Problem description —
Within the listing, how many lines include "thumb"? Please answer with a bare number.

Segment Start: Records supplied

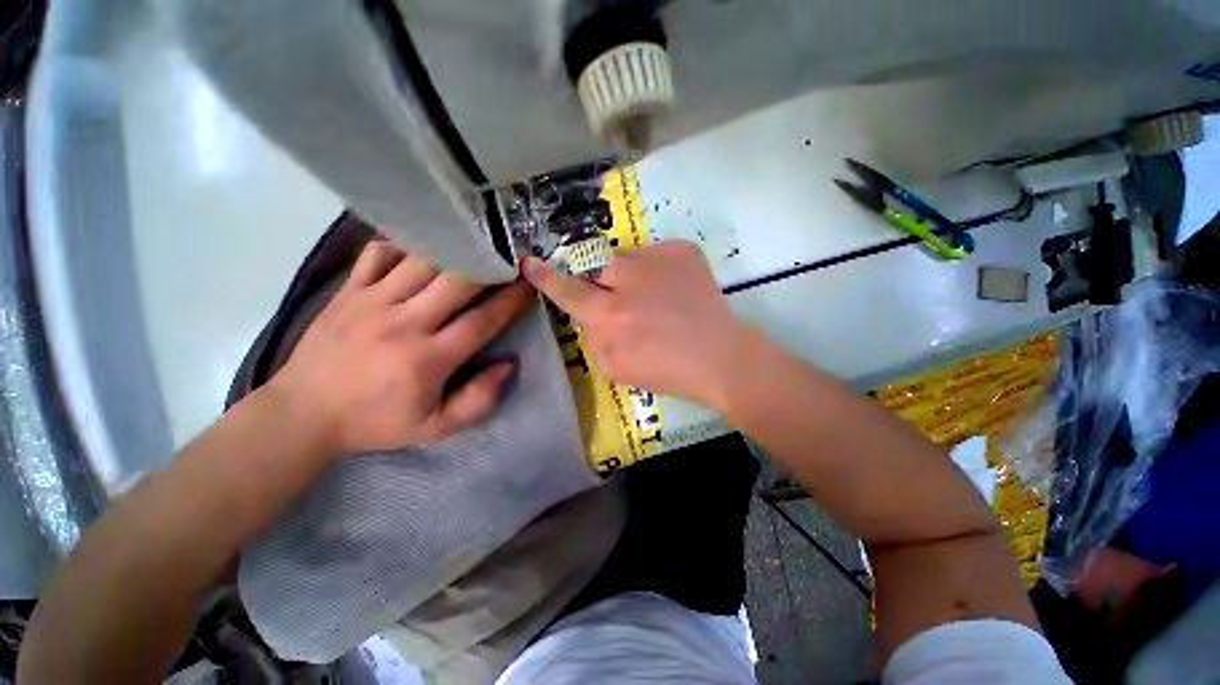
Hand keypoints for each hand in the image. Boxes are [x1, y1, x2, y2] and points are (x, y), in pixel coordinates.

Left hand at [270, 240, 533, 455]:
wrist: (302, 414)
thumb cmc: (375, 422)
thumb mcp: (435, 428)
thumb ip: (478, 400)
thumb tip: (507, 364)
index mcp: (428, 359)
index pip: (482, 321)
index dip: (511, 301)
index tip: (529, 284)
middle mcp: (404, 323)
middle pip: (457, 281)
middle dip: (489, 266)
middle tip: (507, 258)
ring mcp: (372, 302)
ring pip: (422, 261)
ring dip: (455, 250)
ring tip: (474, 246)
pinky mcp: (348, 291)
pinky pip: (379, 253)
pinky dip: (404, 244)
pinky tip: (422, 248)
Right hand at [522, 240, 756, 410]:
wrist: (718, 356)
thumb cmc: (665, 371)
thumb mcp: (613, 368)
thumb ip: (591, 336)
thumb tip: (587, 314)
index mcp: (609, 315)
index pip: (566, 289)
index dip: (545, 277)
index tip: (529, 263)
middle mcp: (627, 280)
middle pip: (594, 263)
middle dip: (597, 277)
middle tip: (616, 294)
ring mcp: (657, 259)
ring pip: (625, 257)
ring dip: (629, 275)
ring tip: (651, 297)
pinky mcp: (682, 250)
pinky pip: (654, 254)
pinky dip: (656, 271)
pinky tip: (672, 291)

Segment End: Records supplied

Task response —
8